Vocabulary of the language spoken at the Great Loo-Choo island in the Japan Sea
In this second work, by Herbert John Clifford, the entire focus is on the language of "Loo-Choo" (Ryukyuan, Okinawan). Although the book is written less than two decades apart, we already see some differences. For example, the word "finger" is transcribed as eebee 'ibi', as opposed to yeeobee 'yiobi' (or yeoobee 'yiubi'), which we find in Broughton's list. The word for "sun" becomes teéda 'tída' instead of ooshe 'ushe/ushi'. The word for "foot" becomes shanna instead of shee 'shi' (I have not been able to determine what the word shanna would be related to). The word for "hand" becomes kee 'ki' instead of orra, and Clifford makes the mistake of confusing it and connecting it to the word kee 'ki' "tree", although he does correctly transcribe tee noo wátta 'ti nu wáta' "back of the hand".
Aside from these discrepancies, Clifford's compilation also confirms the sound changes mentioned above as well as the following:
- The preservation of /ɕ/ which has merged into /s/ in Modern Okinawan (shui vs sui "Shuri (capital)");
- The flapping of /d/ to /ɾ/ intervocalically (Okn harráka vs. Jpn hadaka "naked");
- The fortition of /ɾ/ to /d/ in word-initial position (Okn doóchoo 'dúchu' vs. Jpn ryuukyuu);
- The distinction between /h/ and /ɸ/ before /a/, but not elsewhere (wha/fa "leaf" vs. há (an aspirate) "teeth");
- The preservation of the palatal [ʲe] (Okn háyeh vs. Jpn hae "fly");
- The sequences /ai/ and /ae/ do not appear to have merged yet (Okn háyeh vs modern fee/hee "fly"; quaítee 'kwaiti' vs. modern kweetaa "fat").
The data also seems to point to the idea that the vowel /a/ in Okinawan (inconsistently) underwent rounding and raising after or near labial consonants such as /m/, /f~h/ and /w/. For example, "child" is distinctively transcribed as wórrabee 'wórabi' where it's written warabi today, and "young" is wock'ka 'woka' where it's now waka. Similarly, we find um'ma "mother" which is now anma/amma. There's also "bird (pigeon, dove)", which is written hótoo 'hótu' and has remained hootu in modern Okinawan, though most other Ryukyuan dialects preserve the vowel /a/ and the word remains hato in Japanese. It seems there may also be other similar instances with /u/, such as acoógannee 'akúgani' compared to Japanese akagane "copper".

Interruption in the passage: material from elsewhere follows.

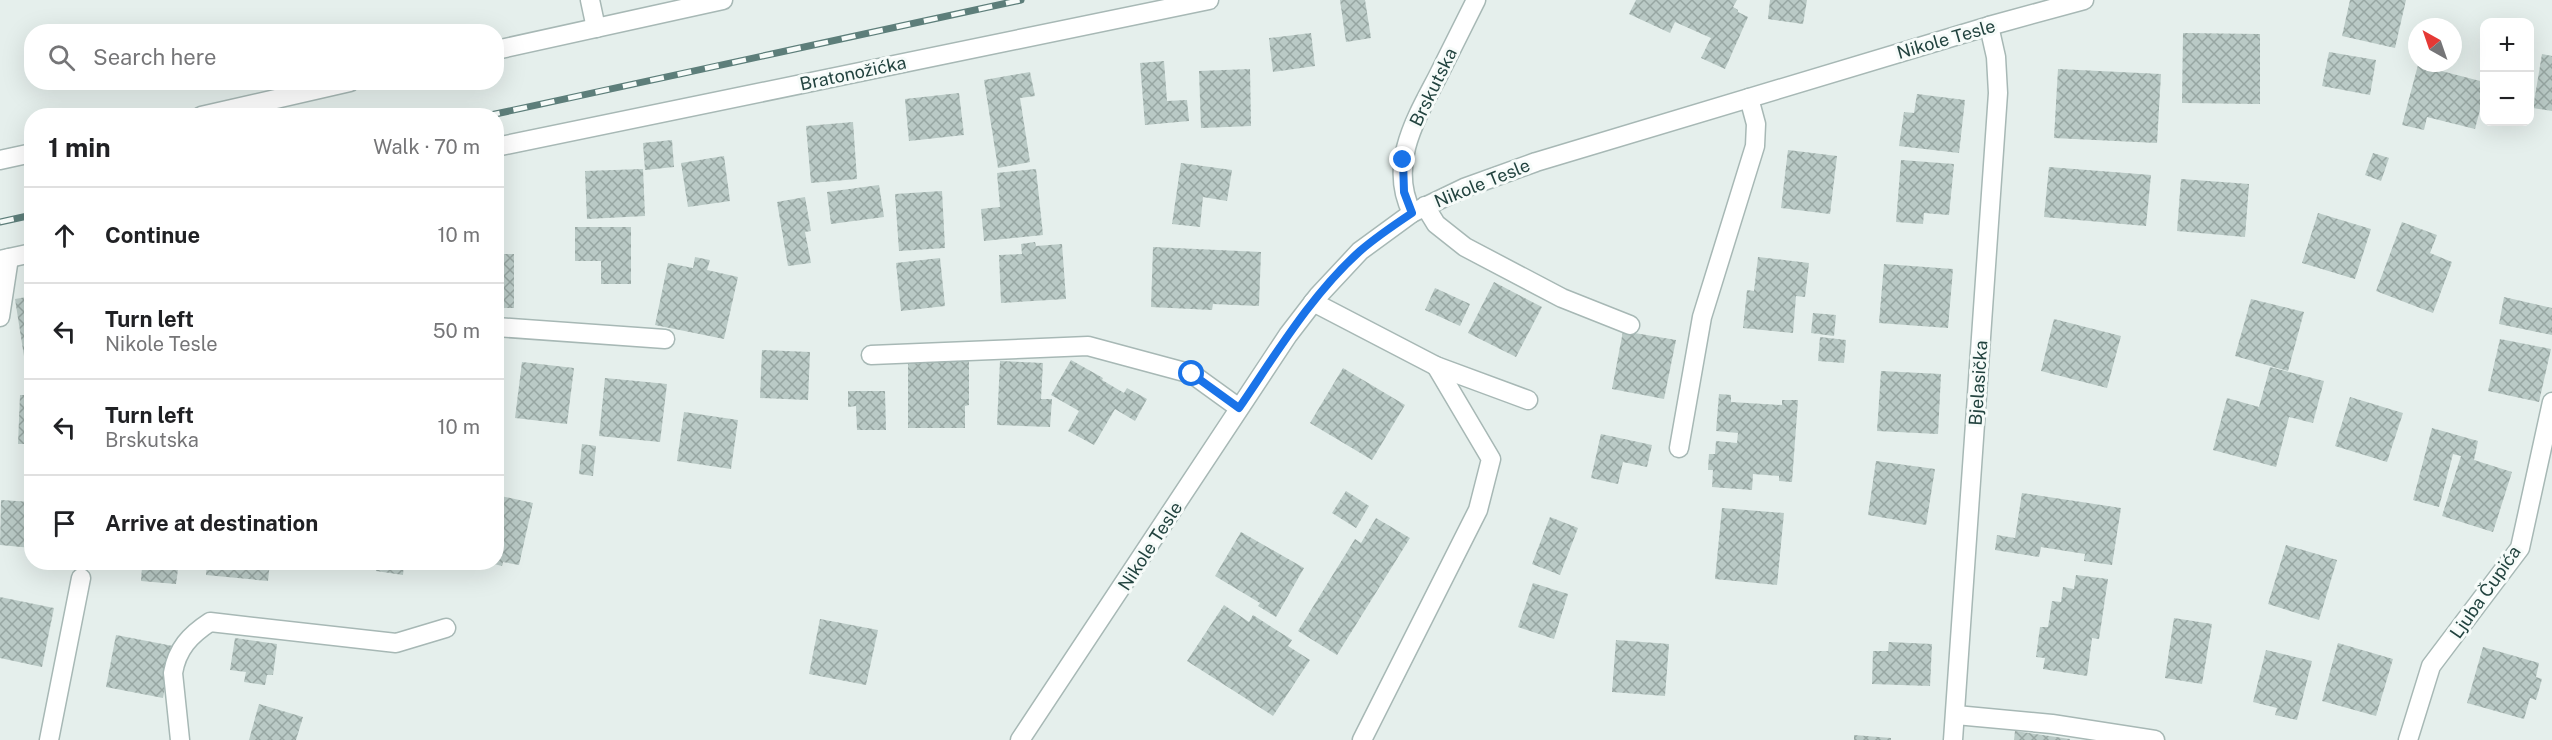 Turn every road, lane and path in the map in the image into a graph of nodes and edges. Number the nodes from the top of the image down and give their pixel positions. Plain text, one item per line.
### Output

In terms of oddities in the vocabulary, well, the first thing to note is the very inconsistent spelling used. For example, we find the word "leaf" spelled both wha and fa, and we also see words that simply do not make sense, such as u'ndlecha "lizard". That aside, I find it interesting that the word for pig is boóta 'búta', like Japanese, instead of 'waa/qwaa [ʔwaː] which is used in modern Okinawan. There's also the fact that "eight" is transcribed as both kwat'chee 'kwachi' and fat'chee 'fachi' (Japanese hachi "eight"), the first which strikes me as odd.
Other than these, the book covers a great many more words and provides some example sentences and comparisons to Japanese which seem to be based on Kyushu words. For anyone interested, I strongly suggest giving the book a look, especially since it's freely accessible online.